By pursuing recent high profile cases against Richard Kamay, Steven Xiao and Oliver Curtis, ASIC has shown that it will prosecute those who have engaged or been involved in insider trading. What does this mean for you and your business?

(This is Part Two of a two-part article. Read Part One here)


Our discussions with ASIC indicate that the majority of market conduct issues are identified by ASIC’s own Market Analysis and Intelligence Unit. This Unit “flags” trades for review by its enforcement team, rather than relying on “suspicious activity reports” submitted to ASIC by market participants.

Further, in April 2016, ASIC received a significant funding injection to upgrade its analytics capabilities. Whilst much of this funding is earmarked for specific projects, the enhanced analytics capabilities are likely to be reflected in increased enforcement action relating to misconduct in financial markets.

ASIC boasts a success rate of around 85% in the insider trading cases it pursues where liability is determined by a Court.[1] Therefore, it is imperative that those participating in the market understand the ways in which ASIC views market transactions and the limits it perceives on acceptable conduct.


Businesses need to be aware that if an individual is placing trades based on “inside information” on behalf of a corporation, and none of the corporate defences apply, the penalties for that corporation are particularly harsh. In fact, they could face fines of the greater of $4,950,000 or three times the benefit obtained (being generally available) or a fine as large as 10% of the corporation’s annual turnover (being available in certain circumstances).

Further, given the recent public interest in insider trading offences, the fines identified above could pale in significance compared to the reputational damage to a company. For example, a company could have its name trashed in the media based on the conduct of an employee who has engaged in insider trading as a high profile trial plays out.

Worse still would be the potential loss of business if it is a client’s inside information which has been used improperly by an employee conducting illegal trades.[2] In this context, it is crucial for an organisation to effectively manage these and other compliance risks, as the defences depend on compliance.

Businesses should also remember that any instance where an organisation (whether through an employee or otherwise) is found to have breached insider trading laws is likely to be treated harshly by ASIC. If a company in this situation fails to demonstrate that it had effective controls to either prevent or pick up offending conduct, or establish the basis for defences, it could face difficulties in defending such a claim in the courts and in the eyes of the public.

Directors and employees should also be aware that the rules are strict, and at times complex. For example, as we recently observed, compliance with an entity’s trading policy does not necessarily equate to compliance with the insider trading provisions.[3]

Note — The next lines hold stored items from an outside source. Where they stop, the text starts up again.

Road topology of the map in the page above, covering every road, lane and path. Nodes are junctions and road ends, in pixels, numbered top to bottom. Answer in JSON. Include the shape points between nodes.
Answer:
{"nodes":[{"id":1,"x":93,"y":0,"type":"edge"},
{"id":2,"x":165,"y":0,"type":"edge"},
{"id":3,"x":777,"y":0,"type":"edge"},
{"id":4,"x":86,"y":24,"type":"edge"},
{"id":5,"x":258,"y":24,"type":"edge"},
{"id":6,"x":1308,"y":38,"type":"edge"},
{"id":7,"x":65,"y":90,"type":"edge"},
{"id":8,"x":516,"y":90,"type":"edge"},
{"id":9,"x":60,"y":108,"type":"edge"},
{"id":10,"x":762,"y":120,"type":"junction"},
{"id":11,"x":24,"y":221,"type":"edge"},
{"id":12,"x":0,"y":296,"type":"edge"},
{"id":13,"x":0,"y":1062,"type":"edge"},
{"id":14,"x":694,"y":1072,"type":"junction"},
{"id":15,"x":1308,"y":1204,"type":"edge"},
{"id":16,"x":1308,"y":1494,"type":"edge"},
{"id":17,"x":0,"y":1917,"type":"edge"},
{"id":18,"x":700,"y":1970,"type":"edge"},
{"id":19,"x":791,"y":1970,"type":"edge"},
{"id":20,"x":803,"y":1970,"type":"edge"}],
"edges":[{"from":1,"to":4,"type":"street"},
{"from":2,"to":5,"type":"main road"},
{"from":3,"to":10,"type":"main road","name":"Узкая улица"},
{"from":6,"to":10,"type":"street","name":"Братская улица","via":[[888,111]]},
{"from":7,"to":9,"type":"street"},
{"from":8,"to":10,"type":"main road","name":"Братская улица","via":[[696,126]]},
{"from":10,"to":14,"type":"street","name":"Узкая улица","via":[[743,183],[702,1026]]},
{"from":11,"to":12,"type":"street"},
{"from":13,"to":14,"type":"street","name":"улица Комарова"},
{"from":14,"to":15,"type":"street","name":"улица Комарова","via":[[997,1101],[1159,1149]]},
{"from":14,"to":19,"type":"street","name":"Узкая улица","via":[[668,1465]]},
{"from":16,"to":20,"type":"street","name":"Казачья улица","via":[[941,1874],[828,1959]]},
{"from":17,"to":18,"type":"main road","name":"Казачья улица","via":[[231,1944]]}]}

It should be observed that in Oliver Curtis’ case, ASIC pursued a charge of conspiracy. This decision was apparently approved by the Court despite a submission by Curtis that it was contrary to the interests of justice.[4] In pursuing this charge, ASIC appears to be sending a message to market participants that it will pursue not only insider traders, but also those who are knowingly involved in that trading.

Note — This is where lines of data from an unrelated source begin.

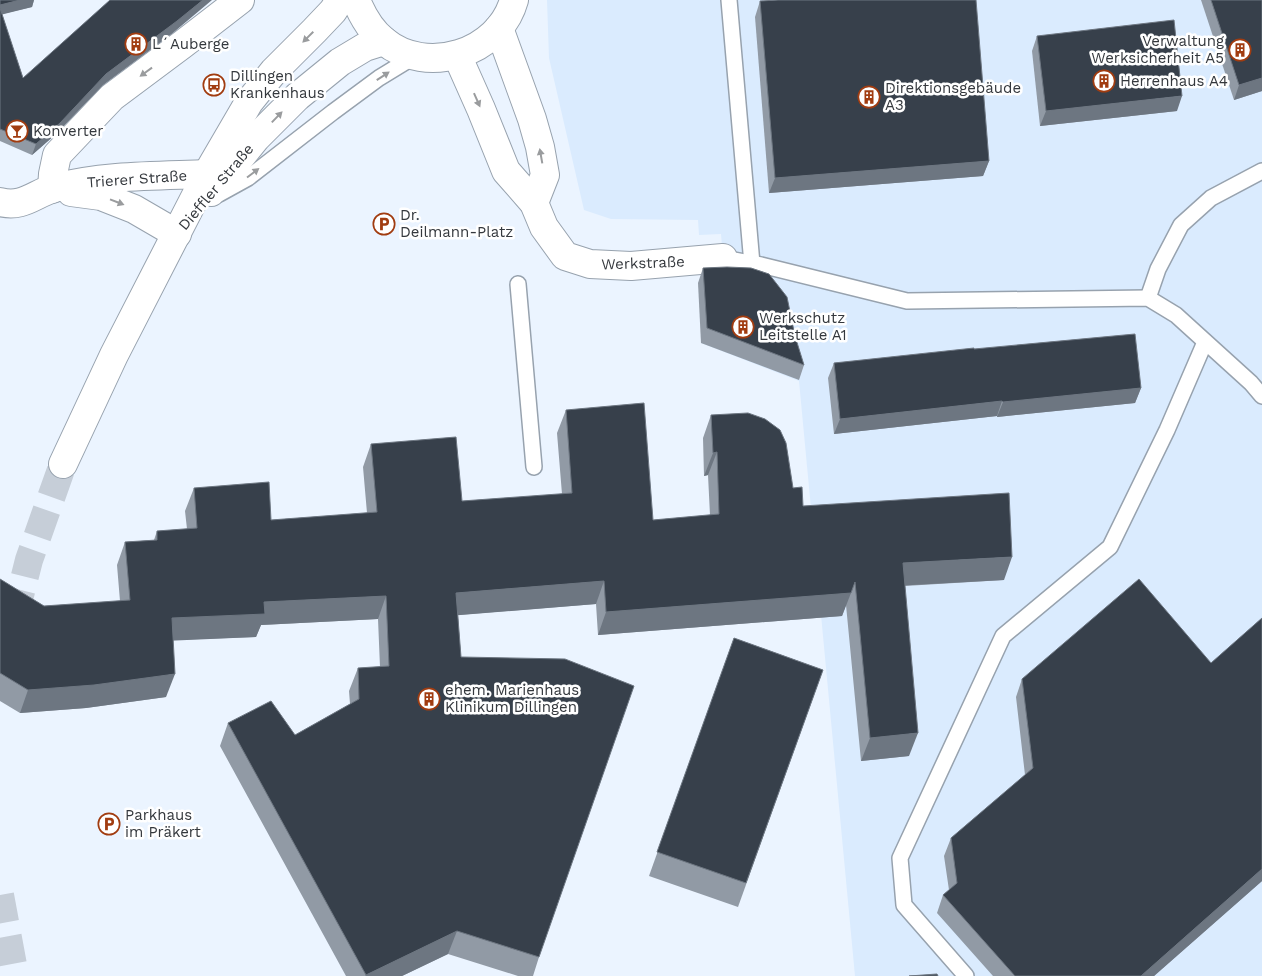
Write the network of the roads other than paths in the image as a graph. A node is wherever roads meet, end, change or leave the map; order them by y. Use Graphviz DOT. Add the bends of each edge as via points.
graph roads {
  1 [pos="240,0"];
  2 [pos="340,0"];
  3 [pos="356,0"];
  4 [pos="514,0"];
  5 [pos="729,0"];
  6 [pos="500,28"];
  7 [pos="384,41"];
  8 [pos="457,55"];
  9 [pos="415,56"];
  10 [pos="1262,171"];
  11 [pos="214,177"];
  12 [pos="52,189"];
  13 [pos="534,203"];
  14 [pos="2,207"];
  15 [pos="196,207"];
  16 [pos="177,234"];
  17 [pos="723,258"];
  18 [pos="752,264"];
  19 [pos="518,284"];
  20 [pos="1148,298"];
  21 [pos="1205,342"];
  22 [pos="1262,396"];
  23 [pos="62,464"];
  24 [pos="534,467"];
  25 [pos="966,976"];
  1 -- 12 [label="street, one-way" via="112,97 57,155"];
  2 -- 11 [label="street, Dieffler Straße, one-way" via="249,102"];
  3 -- 7 [label="street" via="362,15"];
  4 -- 6 [label="street"];
  5 -- 18 [label="lane"];
  6 -- 8 [label="street" via="480,45"];
  13 -- 6 [label="street, one-way" via="545,175 540,148"];
  7 -- 9 [label="street"];
  11 -- 7 [label="street, Dieffler Straße, one-way" via="297,96 340,62"];
  8 -- 9 [label="street"];
  8 -- 13 [label="street, Werkstraße, one-way" via="506,171"];
  15 -- 9 [label="lane, one-way" via="248,178 379,78"];
  10 -- 20 [label="lane" via="1211,198 1181,225 1158,269"];
  11 -- 12 [label="street, Trierer Straße" via="96,180"];
  11 -- 15 [label="street, Dieffler Straße"];
  11 -- 16 [label="street, Dieffler Straße"];
  12 -- 14 [label="street, Trierer Straße" via="24,202"];
  12 -- 16 [label="street, Trierer Straße, one-way" via="101,196 134,209"];
  13 -- 17 [label="street, Werkstraße" via="544,228 565,256 590,264 631,266"];
  15 -- 16 [label="street, Dieffler Straße"];
  16 -- 23 [label="street" via="114,354"];
  17 -- 18 [label="lane"];
  18 -- 20 [label="lane" via="907,301"];
  19 -- 24 [label="lane"];
  20 -- 21 [label="lane" via="1176,315"];
  21 -- 22 [label="lane"];
  21 -- 25 [label="lane" via="1167,430 1110,547 1004,636 900,858 904,905"];
}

Interestingly, in Steven Xiao’s case, ASIC pursued the defendant despite his attempt to evade prosecution, even though this meant contesting extradition proceedings in Hong Kong. ASIC’s pursuit of Xiao is further evidence of how seriously it views contraventions of insider trading laws, and of its desire to pursue significant offenders (despite the associated cost and procedural difficulties).

ASIC maintains that one of its key goals is to ensure that Australian markets are fair and efficient.[5] Its published results for the 6 months ending December 2015 indicate that it was particularly active in this space during that period.[6]

Buoyed by recent success stories, we expect that this trend will continue.

(This is Part Two of a two-part article. Read Part One here)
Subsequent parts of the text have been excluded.